Allahabad - Home of the sacred Sangam
Allahabad is a major city that's located about 240km (150 miles) southeast of the state capital, Lucknow and 130km (80 miles) northwest of Varanasi. Allahabad isn't a major tourist destination as tourists simply pass through the city on their way to Varanasi. That doesn't mean there's nothing to see here, there is, but not quite as much as in other city's. I liked Allahabad as it has an air of sophistication, which I hadn't felt in other places, that is mainly due to its renowned university which has educated many famous Indians such as former Indian presidents, prime ministers and deputy prime ministers. The sights are spread out so you will need to take cycle or auto rickshaws in order to visit them.

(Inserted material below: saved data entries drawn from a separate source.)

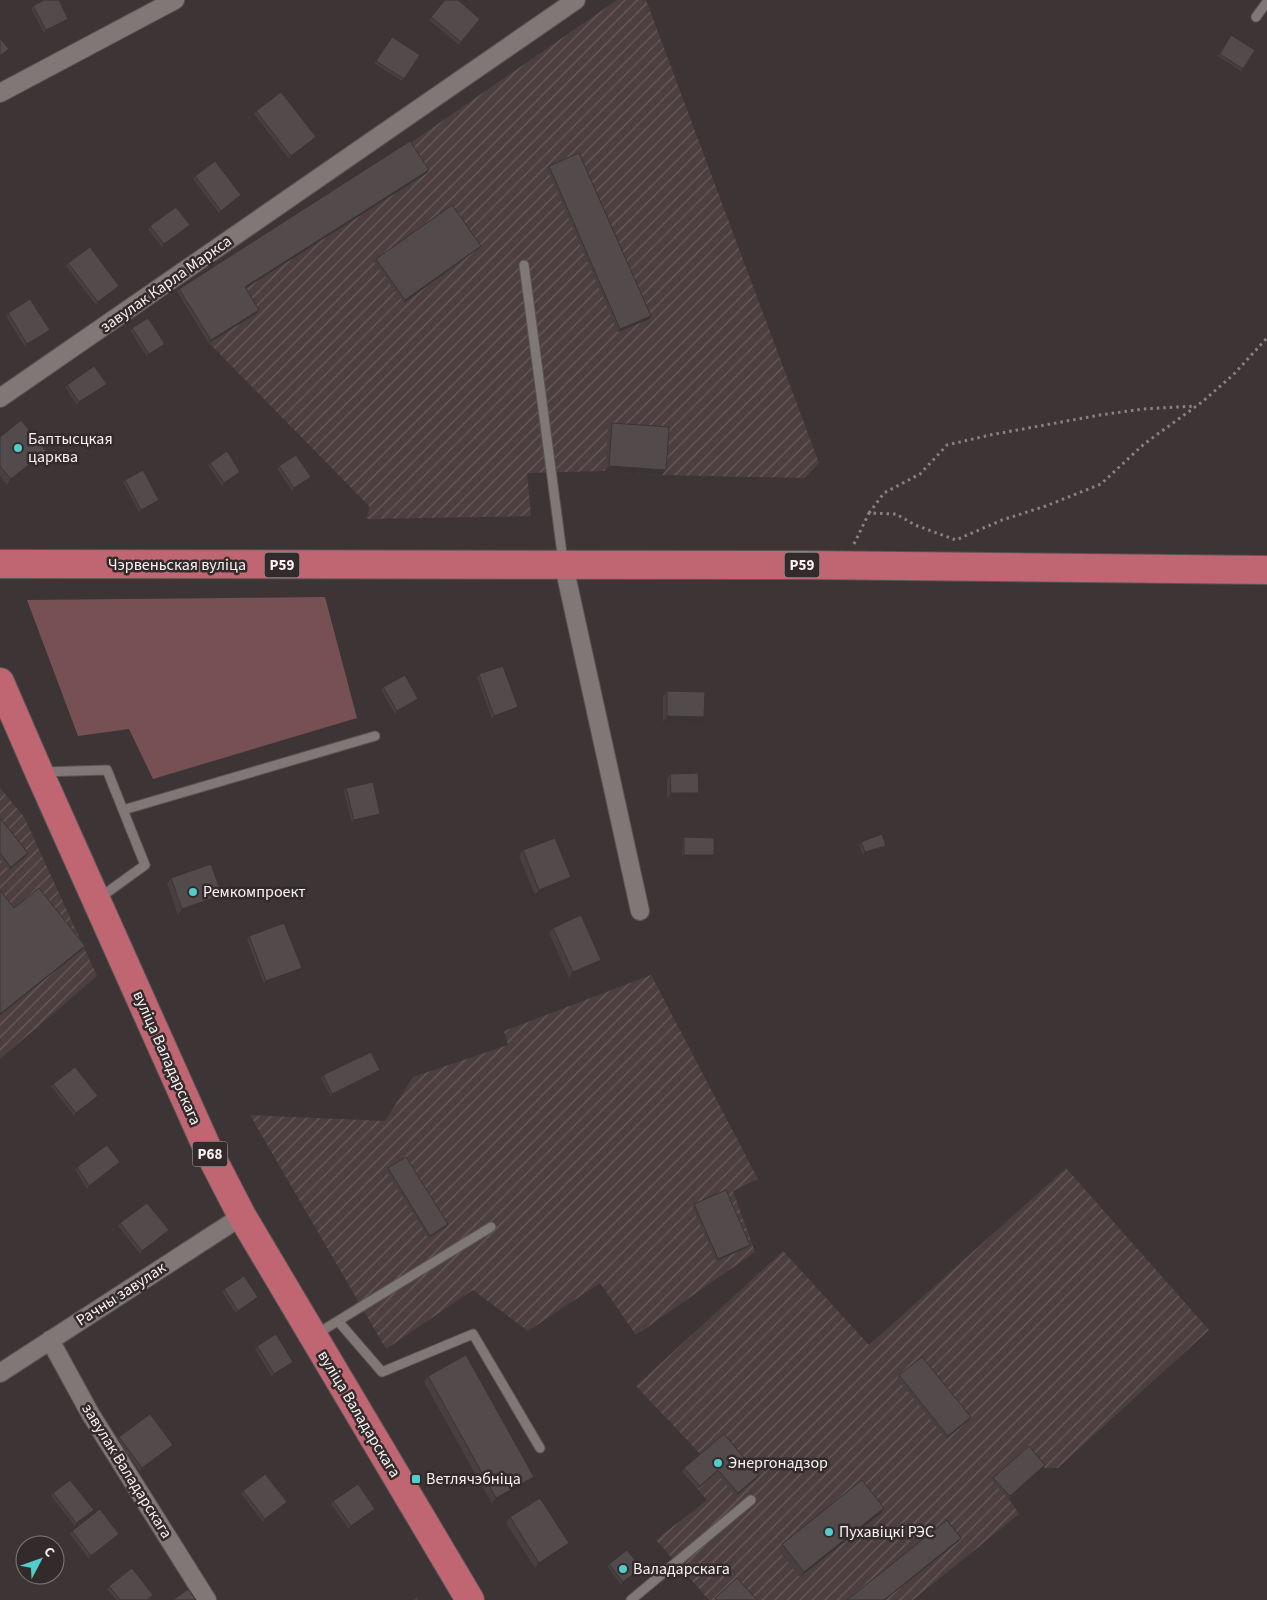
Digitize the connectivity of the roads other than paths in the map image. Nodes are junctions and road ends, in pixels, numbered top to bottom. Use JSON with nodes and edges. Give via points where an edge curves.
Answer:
{"nodes":[{"id":1,"x":175,"y":0,"type":"edge"},
{"id":2,"x":576,"y":0,"type":"edge"},
{"id":3,"x":1267,"y":2,"type":"edge"},
{"id":4,"x":1256,"y":17,"type":"dead end"},
{"id":5,"x":0,"y":93,"type":"edge"},
{"id":6,"x":524,"y":265,"type":"dead end"},
{"id":7,"x":0,"y":398,"type":"edge"},
{"id":8,"x":0,"y":564,"type":"edge"},
{"id":9,"x":564,"y":566,"type":"junction"},
{"id":10,"x":1267,"y":570,"type":"edge"},
{"id":11,"x":0,"y":682,"type":"edge"},
{"id":12,"x":375,"y":736,"type":"dead end"},
{"id":13,"x":39,"y":772,"type":"junction"},
{"id":14,"x":123,"y":810,"type":"junction"},
{"id":15,"x":96,"y":900,"type":"junction"},
{"id":16,"x":640,"y":911,"type":"dead end"},
{"id":17,"x":242,"y":1216,"type":"junction"},
{"id":18,"x":491,"y":1227,"type":"dead end"},
{"id":19,"x":338,"y":1321,"type":"junction"},
{"id":20,"x":312,"y":1336,"type":"junction"},
{"id":21,"x":50,"y":1340,"type":"junction"},
{"id":22,"x":0,"y":1373,"type":"edge"},
{"id":23,"x":540,"y":1448,"type":"dead end"},
{"id":24,"x":751,"y":1500,"type":"dead end"},
{"id":25,"x":207,"y":1600,"type":"edge"},
{"id":26,"x":470,"y":1600,"type":"edge"},
{"id":27,"x":631,"y":1600,"type":"edge"}],
"edges":[{"from":1,"to":5,"type":"street"},
{"from":2,"to":7,"type":"street","name":"завулак Карла Маркса"},
{"from":3,"to":4,"type":"lane"},
{"from":6,"to":9,"type":"lane"},
{"from":8,"to":9,"type":"main road","name":"Чэрвеньская вуліца","number":"Р59"},
{"from":9,"to":10,"type":"main road","number":"Р59"},
{"from":9,"to":16,"type":"street"},
{"from":11,"to":13,"type":"main road","name":"вуліца Валадарскага","number":"Р68"},
{"from":12,"to":14,"type":"lane"},
{"from":13,"to":14,"type":"lane","via":[[107,770]]},
{"from":13,"to":15,"type":"main road","name":"вуліца Валадарскага","number":"Р68"},
{"from":14,"to":15,"type":"lane","via":[[145,865]]},
{"from":15,"to":17,"type":"main road","name":"вуліца Валадарскага","number":"Р68","via":[[209,1152]]},
{"from":17,"to":20,"type":"main road","name":"вуліца Валадарскага","number":"Р68"},
{"from":17,"to":21,"type":"street","name":"Рачны завулак"},
{"from":18,"to":19,"type":"lane"},
{"from":19,"to":20,"type":"lane"},
{"from":19,"to":23,"type":"lane","via":[[382,1372],[473,1334]]},
{"from":20,"to":26,"type":"main road","name":"вуліца Валадарскага","number":"Р68"},
{"from":21,"to":22,"type":"street","name":"Рачны завулак"},
{"from":21,"to":25,"type":"street","name":"завулак Валадарскага","via":[[91,1415]]},
{"from":24,"to":27,"type":"lane"}]}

Despite the relatively modern feel to the city, Allahabad has a deep history that's mainly due to its location at the confluence of three of India's most sacred rivers - the Ganges, the Yamuna and the mythical underground river of enlightenment, the Saraswati. The land area where these river's meet is called the 'Sangam'. Bathing at the Sangam is believed to be auspicious throughout the year especially for 15 days in the month of Magh (mid-January to Mid-February) during 'Magh Mela' and longer during 'Maha Kumbh Mela' which is held every 12 years. Astrologers calculate the holiest time to enter the water and draw up a 'Holy Dip Schedule'. Maha Kumbh Mela attracts millions of devout Hindus and a holy dip then is believed to cleanse the soul. An enormous temporary township springs up on the vacant land on the Allahabad side of the river. Allahabad's other claim-to-fame is that it was the ancestral home of the Nehru's. Motilal Nehru, (India's first prime minister, Jawaharlal Nehru's father), bought the Swaraj Bhavan in 1900 and is where another one of India's prime minister's, Indira Gandhi, was born. The house next door to this, the Anand Bhavan, was owned by Jawaharlal Nehru and it was here that he and Gandhi planned to overthrow the British Raj.